Soon/ Now/ Gone engages with the Rail Park site’s history as a space for movement through a series of interactive installations and performances. Our point of departure is the Victorian era, where technologies such as the railroad and photography/cinema began to be used as a way to capture, collapse, and re-deploy time. In various tunnels and underpasses beneath the Viaduct section of the Rail Park, audiences will be invited to activate zoopraxiscopes—a pre-cinema device developed by Eadweard Muybridge in 1879—which will project hand-drawn images from rotating glass disks in rapid succession to create the illusion of motion. Each zoopraxiscope is fitted with a music device that visitors can use to activate an original soundtrack composed for the installation. By turning on and off different strains of the music and triggering sound effects, they will be able to create their own scores to the moving images on the tunnel wall. Thematically-linked performance programs each night feature everything from time-traveling storytellers to processional puppets to audio-visual improvisations.

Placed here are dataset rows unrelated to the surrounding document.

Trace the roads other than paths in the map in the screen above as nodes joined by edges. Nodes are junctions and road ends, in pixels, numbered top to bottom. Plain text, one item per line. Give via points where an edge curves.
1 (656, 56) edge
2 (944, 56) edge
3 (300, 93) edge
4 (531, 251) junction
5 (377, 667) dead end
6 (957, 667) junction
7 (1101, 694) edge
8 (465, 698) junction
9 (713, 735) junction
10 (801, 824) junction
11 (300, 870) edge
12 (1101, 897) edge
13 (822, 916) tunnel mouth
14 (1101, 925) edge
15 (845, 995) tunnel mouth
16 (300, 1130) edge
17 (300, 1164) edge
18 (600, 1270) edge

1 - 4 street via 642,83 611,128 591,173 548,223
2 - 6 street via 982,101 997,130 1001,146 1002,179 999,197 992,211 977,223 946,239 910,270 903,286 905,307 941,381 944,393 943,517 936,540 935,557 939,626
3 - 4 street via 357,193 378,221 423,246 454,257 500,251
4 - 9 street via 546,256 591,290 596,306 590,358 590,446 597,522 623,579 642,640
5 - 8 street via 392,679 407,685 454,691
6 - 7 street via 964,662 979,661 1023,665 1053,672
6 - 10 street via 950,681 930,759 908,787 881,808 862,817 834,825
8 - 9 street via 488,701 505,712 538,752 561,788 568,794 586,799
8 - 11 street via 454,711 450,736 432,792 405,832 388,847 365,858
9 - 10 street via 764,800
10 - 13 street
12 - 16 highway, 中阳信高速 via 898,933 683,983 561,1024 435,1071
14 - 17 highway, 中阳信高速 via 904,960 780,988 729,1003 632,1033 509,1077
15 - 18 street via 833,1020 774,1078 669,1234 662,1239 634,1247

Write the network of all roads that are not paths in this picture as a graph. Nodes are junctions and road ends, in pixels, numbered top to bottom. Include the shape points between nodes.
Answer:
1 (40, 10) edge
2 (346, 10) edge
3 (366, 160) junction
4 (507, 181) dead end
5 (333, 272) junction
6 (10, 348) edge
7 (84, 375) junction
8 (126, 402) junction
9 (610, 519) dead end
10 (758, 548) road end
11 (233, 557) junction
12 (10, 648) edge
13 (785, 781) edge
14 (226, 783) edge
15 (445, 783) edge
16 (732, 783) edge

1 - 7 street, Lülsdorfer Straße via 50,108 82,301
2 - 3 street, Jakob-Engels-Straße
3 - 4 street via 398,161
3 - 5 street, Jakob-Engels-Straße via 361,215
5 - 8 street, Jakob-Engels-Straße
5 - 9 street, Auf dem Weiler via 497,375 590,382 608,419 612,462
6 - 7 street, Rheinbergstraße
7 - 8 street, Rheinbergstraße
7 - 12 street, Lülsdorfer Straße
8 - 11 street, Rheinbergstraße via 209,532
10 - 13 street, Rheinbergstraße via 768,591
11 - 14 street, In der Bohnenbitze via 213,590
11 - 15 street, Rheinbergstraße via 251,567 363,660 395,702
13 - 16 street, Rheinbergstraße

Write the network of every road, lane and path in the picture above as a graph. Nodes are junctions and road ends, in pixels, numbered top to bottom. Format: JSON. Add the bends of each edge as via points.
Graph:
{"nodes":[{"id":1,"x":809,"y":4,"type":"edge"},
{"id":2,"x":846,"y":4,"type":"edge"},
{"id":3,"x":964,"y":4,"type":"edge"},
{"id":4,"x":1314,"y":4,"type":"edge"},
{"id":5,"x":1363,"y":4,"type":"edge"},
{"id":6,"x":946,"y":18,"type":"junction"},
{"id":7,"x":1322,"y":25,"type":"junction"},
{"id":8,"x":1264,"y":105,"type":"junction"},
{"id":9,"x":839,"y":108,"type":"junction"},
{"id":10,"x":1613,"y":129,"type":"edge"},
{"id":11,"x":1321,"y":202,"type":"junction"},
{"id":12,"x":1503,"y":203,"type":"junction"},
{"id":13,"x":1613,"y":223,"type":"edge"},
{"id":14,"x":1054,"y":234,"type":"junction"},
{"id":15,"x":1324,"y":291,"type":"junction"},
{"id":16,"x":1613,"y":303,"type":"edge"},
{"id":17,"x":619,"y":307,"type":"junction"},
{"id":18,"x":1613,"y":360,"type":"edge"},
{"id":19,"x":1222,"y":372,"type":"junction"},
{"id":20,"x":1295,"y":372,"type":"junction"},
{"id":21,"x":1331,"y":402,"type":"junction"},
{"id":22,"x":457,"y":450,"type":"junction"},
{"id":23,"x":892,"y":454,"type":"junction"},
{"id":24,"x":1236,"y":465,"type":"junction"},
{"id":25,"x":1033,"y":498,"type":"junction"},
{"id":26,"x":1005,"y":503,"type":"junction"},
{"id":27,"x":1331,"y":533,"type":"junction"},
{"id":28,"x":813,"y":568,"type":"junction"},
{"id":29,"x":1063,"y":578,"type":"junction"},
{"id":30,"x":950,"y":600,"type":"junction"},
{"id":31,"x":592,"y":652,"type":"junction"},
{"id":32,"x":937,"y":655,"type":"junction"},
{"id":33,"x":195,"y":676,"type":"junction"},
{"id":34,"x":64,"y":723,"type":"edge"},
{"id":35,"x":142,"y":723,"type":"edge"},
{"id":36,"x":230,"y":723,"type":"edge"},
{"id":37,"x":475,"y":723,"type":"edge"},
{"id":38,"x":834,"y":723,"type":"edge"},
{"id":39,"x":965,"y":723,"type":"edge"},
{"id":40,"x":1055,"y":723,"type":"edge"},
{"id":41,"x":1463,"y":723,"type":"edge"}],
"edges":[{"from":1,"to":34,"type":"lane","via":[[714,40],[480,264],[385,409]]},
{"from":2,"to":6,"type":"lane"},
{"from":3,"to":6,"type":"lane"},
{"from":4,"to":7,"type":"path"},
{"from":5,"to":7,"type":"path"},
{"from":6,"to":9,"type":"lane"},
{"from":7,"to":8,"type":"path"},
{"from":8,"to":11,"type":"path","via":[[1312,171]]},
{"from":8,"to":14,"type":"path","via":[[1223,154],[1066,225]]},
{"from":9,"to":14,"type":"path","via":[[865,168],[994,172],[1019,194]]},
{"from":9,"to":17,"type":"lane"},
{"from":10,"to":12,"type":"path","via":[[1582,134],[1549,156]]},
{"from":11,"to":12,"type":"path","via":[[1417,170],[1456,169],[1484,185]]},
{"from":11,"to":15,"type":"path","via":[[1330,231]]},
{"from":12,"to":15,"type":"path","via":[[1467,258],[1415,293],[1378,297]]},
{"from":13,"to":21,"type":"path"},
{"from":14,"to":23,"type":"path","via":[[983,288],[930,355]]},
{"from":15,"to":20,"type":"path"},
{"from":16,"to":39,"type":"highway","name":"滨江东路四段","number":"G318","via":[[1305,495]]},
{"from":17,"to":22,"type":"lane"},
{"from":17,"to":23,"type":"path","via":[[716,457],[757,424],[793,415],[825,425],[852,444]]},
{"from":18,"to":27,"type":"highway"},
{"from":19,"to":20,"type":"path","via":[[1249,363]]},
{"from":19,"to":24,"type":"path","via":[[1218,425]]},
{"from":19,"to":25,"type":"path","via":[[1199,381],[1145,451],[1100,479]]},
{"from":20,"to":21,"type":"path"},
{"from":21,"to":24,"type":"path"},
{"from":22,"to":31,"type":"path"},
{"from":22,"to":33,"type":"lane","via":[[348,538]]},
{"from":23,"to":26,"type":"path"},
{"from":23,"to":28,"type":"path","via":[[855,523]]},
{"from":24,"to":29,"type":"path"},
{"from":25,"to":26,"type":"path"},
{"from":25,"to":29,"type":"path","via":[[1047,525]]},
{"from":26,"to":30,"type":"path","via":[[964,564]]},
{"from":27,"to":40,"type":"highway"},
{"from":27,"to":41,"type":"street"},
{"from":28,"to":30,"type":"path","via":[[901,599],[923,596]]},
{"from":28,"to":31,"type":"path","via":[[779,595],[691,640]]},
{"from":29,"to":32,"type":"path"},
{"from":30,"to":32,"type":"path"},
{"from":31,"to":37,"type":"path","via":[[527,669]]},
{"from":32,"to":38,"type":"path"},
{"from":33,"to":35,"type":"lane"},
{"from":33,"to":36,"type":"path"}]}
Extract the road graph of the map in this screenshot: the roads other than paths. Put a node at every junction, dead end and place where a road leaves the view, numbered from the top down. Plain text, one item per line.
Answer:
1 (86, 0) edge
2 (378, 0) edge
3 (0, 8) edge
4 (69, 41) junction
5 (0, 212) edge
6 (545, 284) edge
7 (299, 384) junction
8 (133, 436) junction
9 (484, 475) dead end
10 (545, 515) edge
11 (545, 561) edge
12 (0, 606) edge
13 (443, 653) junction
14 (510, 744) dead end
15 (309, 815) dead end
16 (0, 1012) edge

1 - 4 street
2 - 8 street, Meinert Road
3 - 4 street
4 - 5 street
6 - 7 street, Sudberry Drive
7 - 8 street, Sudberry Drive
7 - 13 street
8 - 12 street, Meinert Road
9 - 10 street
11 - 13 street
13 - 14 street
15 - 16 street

Zoopraxiscope soundtrack features musical contributions from: Kate Porter, Neil Feather, Joshua Machiz, Russell Kotcher, Keir Neuringer, Shelly Purdy, Tom Goldstein, and Will Redman. Engineer of Sound Playback and Controllers: Jeff Carey. Zoopraxiscope Fabrication: Tim Belknap.

Artists

Erik Ruin

Erik Ruin is a Michigan-raised, Philadelphia-based printmaker, shadow puppeteer, and paper-cut artist who has been lauded by The New York Times for his “spell-binding cut-paper animations.” His work oscillates between the poles of apocalyptic anxieties and utopian yearnings, with an emphasis on empathy, transcendence, and obsessive detail. He frequently collaborates with musicians, theater performers, other artists, and activist campaigns. He is a founding member of the international Justseeds Artists’ Cooperative, and co-author of the book Paths Toward Utopia: Graphic Explorations of Everyday Anarchism (with Cindy Milstein, PM Press, 2012).

Rosie Langabeer

Rosie Langabeer is an award-winning composer, pianist, and band leader from Aotearoa New Zealand. With an output as eclectic as ranging from composing for string quartet, to ballet music, to free improvisation, to solo piano concerts and much much more, her wonderfully honest voice will make you want to cry and then sprinkle in some robot-bird-monsters. The New York Times has praised her surrealism and time-bending abilities, which she earned through collaborations with local heavyweights BalletX and Pig Iron Theatre Company, and her current projects include a suite of compositions for invented instruments by Neil Feather in combination with classical instrumentalists from Bowerbird’s Arcana Ensemble; and a new ballet score made in collaboration with Tara Middleton for BalletX’s 2019 fall season this December at The Wilma Theater.